In this reality, the established board calendar is best seen as a floor, not a ceiling. If nothing out of the ordinary occurs, these meetings are certain to happen. Anything unusual that strays onto the radar has the potential to significantly – even exponentially – increase the call on a director’s time, attention and, ultimately, reputation.
In looking at a board, while you cannot predict the future with precision, what is possible is to get a clear line of sight into who will be in the foxhole with you when the bullets start to fly. That is where investing in that one or two additional conversations can pay significant dividends.

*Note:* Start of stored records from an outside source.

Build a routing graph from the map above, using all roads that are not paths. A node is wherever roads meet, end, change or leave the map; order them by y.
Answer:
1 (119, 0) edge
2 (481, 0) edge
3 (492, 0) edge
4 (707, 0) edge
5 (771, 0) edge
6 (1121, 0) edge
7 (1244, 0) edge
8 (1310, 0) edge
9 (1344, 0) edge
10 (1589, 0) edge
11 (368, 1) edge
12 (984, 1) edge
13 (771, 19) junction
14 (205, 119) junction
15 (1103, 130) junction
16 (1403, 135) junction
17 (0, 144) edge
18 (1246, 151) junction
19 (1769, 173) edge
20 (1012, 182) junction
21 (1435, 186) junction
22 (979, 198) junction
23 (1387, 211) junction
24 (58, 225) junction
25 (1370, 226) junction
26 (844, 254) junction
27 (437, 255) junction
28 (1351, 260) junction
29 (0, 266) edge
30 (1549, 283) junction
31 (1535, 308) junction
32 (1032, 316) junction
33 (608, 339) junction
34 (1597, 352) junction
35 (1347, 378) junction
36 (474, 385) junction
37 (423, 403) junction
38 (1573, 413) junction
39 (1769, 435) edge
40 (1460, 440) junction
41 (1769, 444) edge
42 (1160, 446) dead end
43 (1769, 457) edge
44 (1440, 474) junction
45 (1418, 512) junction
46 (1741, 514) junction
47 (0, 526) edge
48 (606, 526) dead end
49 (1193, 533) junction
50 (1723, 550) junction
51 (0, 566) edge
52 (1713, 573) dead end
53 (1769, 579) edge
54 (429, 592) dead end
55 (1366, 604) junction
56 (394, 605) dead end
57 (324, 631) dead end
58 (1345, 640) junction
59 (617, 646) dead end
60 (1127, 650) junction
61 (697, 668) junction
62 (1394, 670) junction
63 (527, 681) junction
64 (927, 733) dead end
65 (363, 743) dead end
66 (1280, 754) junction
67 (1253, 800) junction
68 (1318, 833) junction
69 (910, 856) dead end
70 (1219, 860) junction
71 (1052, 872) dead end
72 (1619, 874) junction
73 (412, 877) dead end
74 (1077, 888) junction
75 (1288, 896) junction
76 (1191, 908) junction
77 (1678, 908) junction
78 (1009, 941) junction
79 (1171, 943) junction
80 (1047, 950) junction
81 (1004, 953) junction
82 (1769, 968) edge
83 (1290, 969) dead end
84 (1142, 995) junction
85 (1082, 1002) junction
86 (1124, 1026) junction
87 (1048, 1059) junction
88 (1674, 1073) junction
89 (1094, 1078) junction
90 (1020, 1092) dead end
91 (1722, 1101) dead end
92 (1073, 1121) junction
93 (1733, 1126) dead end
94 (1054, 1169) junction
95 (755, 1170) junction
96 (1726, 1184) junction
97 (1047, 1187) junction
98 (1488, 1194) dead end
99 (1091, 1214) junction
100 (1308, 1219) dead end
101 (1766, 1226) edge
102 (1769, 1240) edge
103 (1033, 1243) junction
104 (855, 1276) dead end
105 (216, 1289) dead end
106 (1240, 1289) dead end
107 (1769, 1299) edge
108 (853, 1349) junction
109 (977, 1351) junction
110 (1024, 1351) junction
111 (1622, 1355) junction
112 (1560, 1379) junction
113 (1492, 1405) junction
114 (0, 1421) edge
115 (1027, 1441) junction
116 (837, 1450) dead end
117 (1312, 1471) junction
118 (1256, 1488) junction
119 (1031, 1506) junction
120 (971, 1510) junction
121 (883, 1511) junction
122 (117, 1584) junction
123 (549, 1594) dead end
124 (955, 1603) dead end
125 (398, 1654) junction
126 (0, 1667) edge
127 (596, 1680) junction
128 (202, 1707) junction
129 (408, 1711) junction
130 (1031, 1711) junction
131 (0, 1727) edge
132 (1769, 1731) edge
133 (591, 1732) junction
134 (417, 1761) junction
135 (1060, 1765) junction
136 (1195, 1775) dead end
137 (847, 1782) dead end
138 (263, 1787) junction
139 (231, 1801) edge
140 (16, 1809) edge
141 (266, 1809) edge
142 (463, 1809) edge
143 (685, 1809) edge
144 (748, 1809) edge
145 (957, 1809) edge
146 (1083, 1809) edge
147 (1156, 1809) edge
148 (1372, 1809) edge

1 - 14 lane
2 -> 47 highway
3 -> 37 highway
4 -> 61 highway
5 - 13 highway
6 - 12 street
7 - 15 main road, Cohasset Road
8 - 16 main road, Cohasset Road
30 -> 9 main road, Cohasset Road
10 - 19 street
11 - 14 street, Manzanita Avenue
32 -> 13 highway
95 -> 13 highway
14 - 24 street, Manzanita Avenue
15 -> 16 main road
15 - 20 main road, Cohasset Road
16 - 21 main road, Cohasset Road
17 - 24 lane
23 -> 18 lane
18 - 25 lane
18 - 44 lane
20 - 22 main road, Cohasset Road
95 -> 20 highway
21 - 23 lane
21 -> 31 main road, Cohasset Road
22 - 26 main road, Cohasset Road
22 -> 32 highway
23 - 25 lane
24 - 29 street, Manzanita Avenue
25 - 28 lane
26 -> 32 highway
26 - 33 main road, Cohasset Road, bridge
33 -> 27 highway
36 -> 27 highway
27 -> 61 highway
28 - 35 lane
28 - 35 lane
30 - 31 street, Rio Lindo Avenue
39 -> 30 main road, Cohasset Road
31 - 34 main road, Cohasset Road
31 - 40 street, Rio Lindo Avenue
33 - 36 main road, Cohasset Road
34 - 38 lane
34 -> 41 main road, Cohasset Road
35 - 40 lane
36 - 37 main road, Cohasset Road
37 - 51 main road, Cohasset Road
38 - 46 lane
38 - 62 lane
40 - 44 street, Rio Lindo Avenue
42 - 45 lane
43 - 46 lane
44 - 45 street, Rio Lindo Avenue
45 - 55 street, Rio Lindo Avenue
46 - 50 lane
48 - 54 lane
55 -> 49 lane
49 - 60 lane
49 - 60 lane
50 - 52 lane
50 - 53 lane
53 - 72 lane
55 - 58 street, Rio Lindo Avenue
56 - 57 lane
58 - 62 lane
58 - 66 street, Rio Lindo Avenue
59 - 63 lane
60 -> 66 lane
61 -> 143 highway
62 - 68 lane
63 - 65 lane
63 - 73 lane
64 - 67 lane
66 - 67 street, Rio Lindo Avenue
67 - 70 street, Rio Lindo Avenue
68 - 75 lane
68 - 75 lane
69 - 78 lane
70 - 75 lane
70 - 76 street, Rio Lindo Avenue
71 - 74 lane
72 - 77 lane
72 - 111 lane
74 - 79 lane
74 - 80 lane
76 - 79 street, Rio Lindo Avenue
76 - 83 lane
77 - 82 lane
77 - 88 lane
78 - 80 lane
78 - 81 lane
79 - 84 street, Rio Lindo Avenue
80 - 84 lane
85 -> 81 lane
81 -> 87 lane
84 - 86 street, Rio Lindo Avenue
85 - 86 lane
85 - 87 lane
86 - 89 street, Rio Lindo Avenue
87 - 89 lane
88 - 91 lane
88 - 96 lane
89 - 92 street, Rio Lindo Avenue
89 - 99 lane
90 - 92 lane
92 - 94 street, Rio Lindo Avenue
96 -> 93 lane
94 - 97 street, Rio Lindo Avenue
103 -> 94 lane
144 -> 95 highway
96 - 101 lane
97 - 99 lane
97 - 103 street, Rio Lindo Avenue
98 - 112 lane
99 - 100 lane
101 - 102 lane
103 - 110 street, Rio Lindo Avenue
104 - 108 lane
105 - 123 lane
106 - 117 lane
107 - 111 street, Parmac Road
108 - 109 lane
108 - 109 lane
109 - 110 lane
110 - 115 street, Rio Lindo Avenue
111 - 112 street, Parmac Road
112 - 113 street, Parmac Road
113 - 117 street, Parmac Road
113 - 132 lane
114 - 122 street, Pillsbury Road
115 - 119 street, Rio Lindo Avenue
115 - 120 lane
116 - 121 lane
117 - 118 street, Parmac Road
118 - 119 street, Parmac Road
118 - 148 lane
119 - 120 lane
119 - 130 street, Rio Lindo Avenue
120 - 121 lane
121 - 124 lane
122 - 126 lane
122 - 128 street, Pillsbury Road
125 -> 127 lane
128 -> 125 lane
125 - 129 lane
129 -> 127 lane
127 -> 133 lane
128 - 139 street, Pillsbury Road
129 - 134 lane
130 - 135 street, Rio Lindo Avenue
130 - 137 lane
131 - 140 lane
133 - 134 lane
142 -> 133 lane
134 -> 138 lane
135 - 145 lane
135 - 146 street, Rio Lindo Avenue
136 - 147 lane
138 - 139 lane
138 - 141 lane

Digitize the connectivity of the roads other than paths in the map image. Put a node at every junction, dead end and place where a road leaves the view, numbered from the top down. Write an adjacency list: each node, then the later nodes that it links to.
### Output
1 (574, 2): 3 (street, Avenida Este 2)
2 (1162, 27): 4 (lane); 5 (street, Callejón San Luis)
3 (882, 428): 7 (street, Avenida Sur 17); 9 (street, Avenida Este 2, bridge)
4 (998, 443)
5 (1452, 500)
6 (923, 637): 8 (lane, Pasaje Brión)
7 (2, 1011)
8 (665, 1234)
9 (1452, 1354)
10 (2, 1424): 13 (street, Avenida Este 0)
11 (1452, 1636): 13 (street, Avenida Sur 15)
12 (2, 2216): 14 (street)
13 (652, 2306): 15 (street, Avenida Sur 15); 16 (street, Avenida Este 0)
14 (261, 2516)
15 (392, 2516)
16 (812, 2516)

Apart from the time spent studying filings, speaking with search professionals and meeting Governance Committee members in an interview setting, it makes sense to seek to connect with other future board colleagues and even a few who recently retired off the board.
Board Work is a Team Exercise
Board work is a team exercise. You need to know that you can identify with and have a productive – in fact, an enjoyable and rewarding–working chemistry with the others at the table. Taking the time and care to gauge the values, temperament and thinking of those who have already made the decision to sign on is an essential, but often overlooked or truncated highly valuable step. Doing this due diligence just makes sense. After all, you are all aiming to be together for a very long time. Often in intense, high stakes circumstances. Leveraging the experience and insights of current and past directors is the best way to get a granular sense of how (and how well) the board works together and, equally important, with senior management.
What you want to know is how does the board explore issues and make decisions. How do they and the Company’s management think about shareholder relationships? What is the balance between compliance-geared box ticking and broader, richer discussions of operational and strategic issues facing the business? How does the CEO truly see the relationship with the Chair and the other directors–as a valued source of experience and constructive pressure testing or a quarterly process to be managed through? Has the Company or its directors faced adverse circumstances in the past and how did they respond? How comfortable are the directors that they really know the top talent in the organization beyond the CEO, the CFO and the handful of others who episodically present? Do the directors have conviction that the board makes good decisions?
Adding a New Board Director
Adding a new director really is and should be a mutual exploration. It is important that the fit be equally strong on both sides. That said, pragmatically speaking, as a board candidate how do you ensure you will have both the opportunity and the time to drill down and get comfortable without looking presumptuous or unduly high maintenance? The Company board rightly takes the lead in considering those available for a seat. Diplomatically and once you make the shortlist, you need to signal that, if you are the preferred option, you will want to ensure that there will be time for targeted, efficient additional conversations. You want to be clear on who you would benefit from speaking with, what you hope to learn and underscore that you understand the importance of getting this done expeditiously. These future colleagues need to know that you are focused on ensuring the right long term fit for them and for you by investing time to deepen your knowledge and speed your integration before making a final commitment. As a practical matter, that is as simple as asking early on when the proxy circular needs to go to bed to ensure there will be adequate time between any offer of a directorship and completing your own work.
It is, after all, easier to get on a board than off. It is in everyone’s interests to invest the effort to measure twice and cut once!